People shared stories about growing up with the tree. Some recited poetry. One woman offered a list of names, part of the "hundreds of names this tree must have had over the years": oldest oak, champagne oak, dying oak, and chickadee oak among them. Others gave tobacco offerings and burnt sage and sweetgrass in gratitude for the tree's presence. Native peoples from the local area came, drummed, and chanted, then spoke eloquently about trees as "standing people" and spoke knowledgeably of the ecology of oaks and their connection to the larger family of beings.

A Native American woman spoke of the history of the native peoples of the area, their intimate relationship to the oak, their presence when it began growing. She spoke also of the cruelty of the conquering Spaniards, driving the people out of the area, offering 25 cents per scalp. "The pain of this ground is still here because of the denial of the injustice and suffering of the past," she spoke. Then she started a beautiful chant asking the blessing of the tree and blessing it in return.

Her final word was of gratitude to the people in the neighborhood who had gathered, who cared about the fate of the oak, and had come to honor and bless it. "They are the new stewards of this land," she said, "the elders are gone. We are the one who must be the new stewards."

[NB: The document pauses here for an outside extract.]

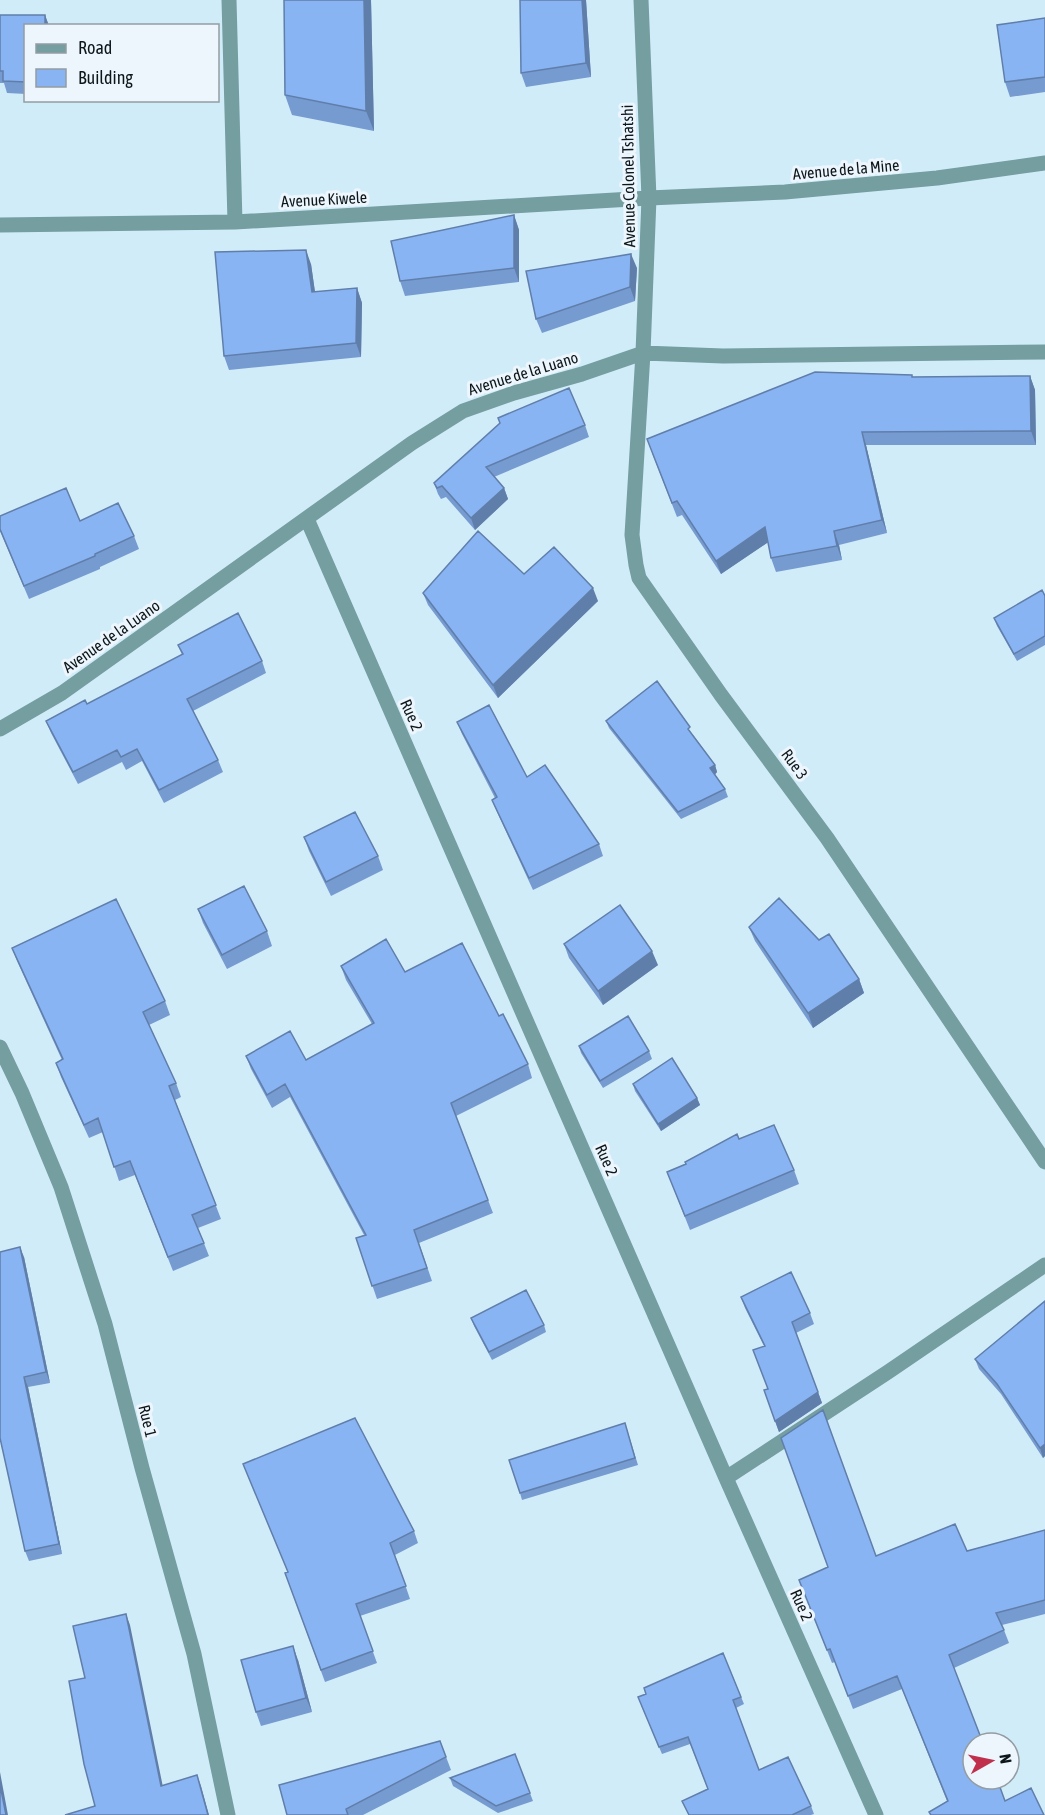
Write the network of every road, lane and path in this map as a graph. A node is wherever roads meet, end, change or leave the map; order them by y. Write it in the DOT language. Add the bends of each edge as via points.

That people could come together in the midst of a city as troubled with violence and injustice as is Oakland and honor an other-than-human elder is remarkable. The old oak, whatever its fate, has brought together a community, has elicited a new sensibility that is itself perhaps now just an acorn beginning to sprout. That is the sense that we can be of the Earth again, that we can care for the land, that we will remember the value of each member of the Earth community, and remember what has come before.

I circled the tree with my hand trailing across its rough and crevassed bark. The tingle in my hand brought up the memory of a poem I wrote some years ago. It was a poem about listening to the life passage of trees to remind us that we are the planet's dream as it conceives.

A poem:

CONCEPTION

The old ones,
The ones who move among trees
As if through conversation, said:

While we are here,
Be mindful.
The Earth is conceiving
And you are the dream
Never before dreamed
Moving as you are: upright
From the brooding thought of forest
Onto the sunlit imagination of savanna.

Be mindful; The heron knows
Your passing, even as her eye
Is to the stone
And the watery dance
Of shadow with minnow
At her feet.

Be mindful; If you want to know
The security of roads, leave them,
Let your skin dance
With the hiss of grasses,
Lie back on the embrace of breezes.

Be awake. The Earth,
Is conceiving and you are
Now the passing dream; take time
To listen to the migration of lone trees,
To their unending conversation
With soil and sun, with the sheltering sky.